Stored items
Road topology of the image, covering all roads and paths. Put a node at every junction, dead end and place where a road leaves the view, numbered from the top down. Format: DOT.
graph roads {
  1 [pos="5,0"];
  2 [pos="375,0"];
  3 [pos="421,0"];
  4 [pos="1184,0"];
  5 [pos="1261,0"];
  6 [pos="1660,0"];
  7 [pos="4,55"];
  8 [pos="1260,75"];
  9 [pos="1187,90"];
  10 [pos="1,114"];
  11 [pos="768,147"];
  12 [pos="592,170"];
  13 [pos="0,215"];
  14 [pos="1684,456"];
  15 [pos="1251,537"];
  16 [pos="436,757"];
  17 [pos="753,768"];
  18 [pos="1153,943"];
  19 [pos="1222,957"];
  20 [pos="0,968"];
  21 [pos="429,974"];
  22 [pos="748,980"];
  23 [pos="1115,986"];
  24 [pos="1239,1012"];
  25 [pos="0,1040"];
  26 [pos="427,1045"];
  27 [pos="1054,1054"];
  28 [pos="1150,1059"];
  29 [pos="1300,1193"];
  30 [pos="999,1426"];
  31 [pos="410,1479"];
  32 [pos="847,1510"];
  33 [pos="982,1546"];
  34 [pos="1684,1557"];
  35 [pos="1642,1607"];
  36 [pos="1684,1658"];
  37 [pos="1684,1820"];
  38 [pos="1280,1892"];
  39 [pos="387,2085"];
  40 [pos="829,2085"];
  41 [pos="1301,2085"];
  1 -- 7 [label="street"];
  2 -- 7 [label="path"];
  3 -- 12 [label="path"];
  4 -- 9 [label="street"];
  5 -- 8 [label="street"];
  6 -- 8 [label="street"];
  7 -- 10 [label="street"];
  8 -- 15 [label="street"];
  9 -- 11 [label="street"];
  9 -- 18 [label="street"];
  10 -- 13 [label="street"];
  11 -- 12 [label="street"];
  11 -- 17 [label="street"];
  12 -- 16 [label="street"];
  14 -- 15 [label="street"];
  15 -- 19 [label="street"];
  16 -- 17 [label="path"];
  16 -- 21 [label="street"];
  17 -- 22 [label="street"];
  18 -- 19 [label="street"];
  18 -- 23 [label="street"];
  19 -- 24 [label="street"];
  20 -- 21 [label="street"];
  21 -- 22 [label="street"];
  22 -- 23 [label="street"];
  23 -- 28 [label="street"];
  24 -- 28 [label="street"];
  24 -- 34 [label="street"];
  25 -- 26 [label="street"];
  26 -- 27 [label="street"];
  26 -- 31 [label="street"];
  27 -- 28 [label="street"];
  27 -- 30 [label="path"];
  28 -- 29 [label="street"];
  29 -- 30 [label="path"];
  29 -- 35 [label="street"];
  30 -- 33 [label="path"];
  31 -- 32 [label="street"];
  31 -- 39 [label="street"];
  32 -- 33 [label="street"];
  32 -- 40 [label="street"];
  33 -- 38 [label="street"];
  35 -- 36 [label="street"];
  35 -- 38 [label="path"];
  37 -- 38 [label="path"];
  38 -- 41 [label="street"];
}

The task — You are asked to transcribe the complete data exactly.

Response box —
Road topology of the image, covering all roads and paths. Put a node at every junction, dead end and place where a road leaves the view, numbered from the top down. Format: DOT.
graph roads {
  1 [pos="5,0"];
  2 [pos="375,0"];
  3 [pos="421,0"];
  4 [pos="1184,0"];
  5 [pos="1261,0"];
  6 [pos="1660,0"];
  7 [pos="4,55"];
  8 [pos="1260,75"];
  9 [pos="1187,90"];
  10 [pos="1,114"];
  11 [pos="768,147"];
  12 [pos="592,170"];
  13 [pos="0,215"];
  14 [pos="1684,456"];
  15 [pos="1251,537"];
  16 [pos="436,757"];
  17 [pos="753,768"];
  18 [pos="1153,943"];
  19 [pos="1222,957"];
  20 [pos="0,968"];
  21 [pos="429,974"];
  22 [pos="748,980"];
  23 [pos="1115,986"];
  24 [pos="1239,1012"];
  25 [pos="0,1040"];
  26 [pos="427,1045"];
  27 [pos="1054,1054"];
  28 [pos="1150,1059"];
  29 [pos="1300,1193"];
  30 [pos="999,1426"];
  31 [pos="410,1479"];
  32 [pos="847,1510"];
  33 [pos="982,1546"];
  34 [pos="1684,1557"];
  35 [pos="1642,1607"];
  36 [pos="1684,1658"];
  37 [pos="1684,1820"];
  38 [pos="1280,1892"];
  39 [pos="387,2085"];
  40 [pos="829,2085"];
  41 [pos="1301,2085"];
  1 -- 7 [label="street"];
  2 -- 7 [label="path"];
  3 -- 12 [label="path"];
  4 -- 9 [label="street"];
  5 -- 8 [label="street"];
  6 -- 8 [label="street"];
  7 -- 10 [label="street"];
  8 -- 15 [label="street"];
  9 -- 11 [label="street"];
  9 -- 18 [label="street"];
  10 -- 13 [label="street"];
  11 -- 12 [label="street"];
  11 -- 17 [label="street"];
  12 -- 16 [label="street"];
  14 -- 15 [label="street"];
  15 -- 19 [label="street"];
  16 -- 17 [label="path"];
  16 -- 21 [label="street"];
  17 -- 22 [label="street"];
  18 -- 19 [label="street"];
  18 -- 23 [label="street"];
  19 -- 24 [label="street"];
  20 -- 21 [label="street"];
  21 -- 22 [label="street"];
  22 -- 23 [label="street"];
  23 -- 28 [label="street"];
  24 -- 28 [label="street"];
  24 -- 34 [label="street"];
  25 -- 26 [label="street"];
  26 -- 27 [label="street"];
  26 -- 31 [label="street"];
  27 -- 28 [label="street"];
  27 -- 30 [label="path"];
  28 -- 29 [label="street"];
  29 -- 30 [label="path"];
  29 -- 35 [label="street"];
  30 -- 33 [label="path"];
  31 -- 32 [label="street"];
  31 -- 39 [label="street"];
  32 -- 33 [label="street"];
  32 -- 40 [label="street"];
  33 -- 38 [label="street"];
  35 -- 36 [label="street"];
  35 -- 38 [label="path"];
  37 -- 38 [label="path"];
  38 -- 41 [label="street"];
}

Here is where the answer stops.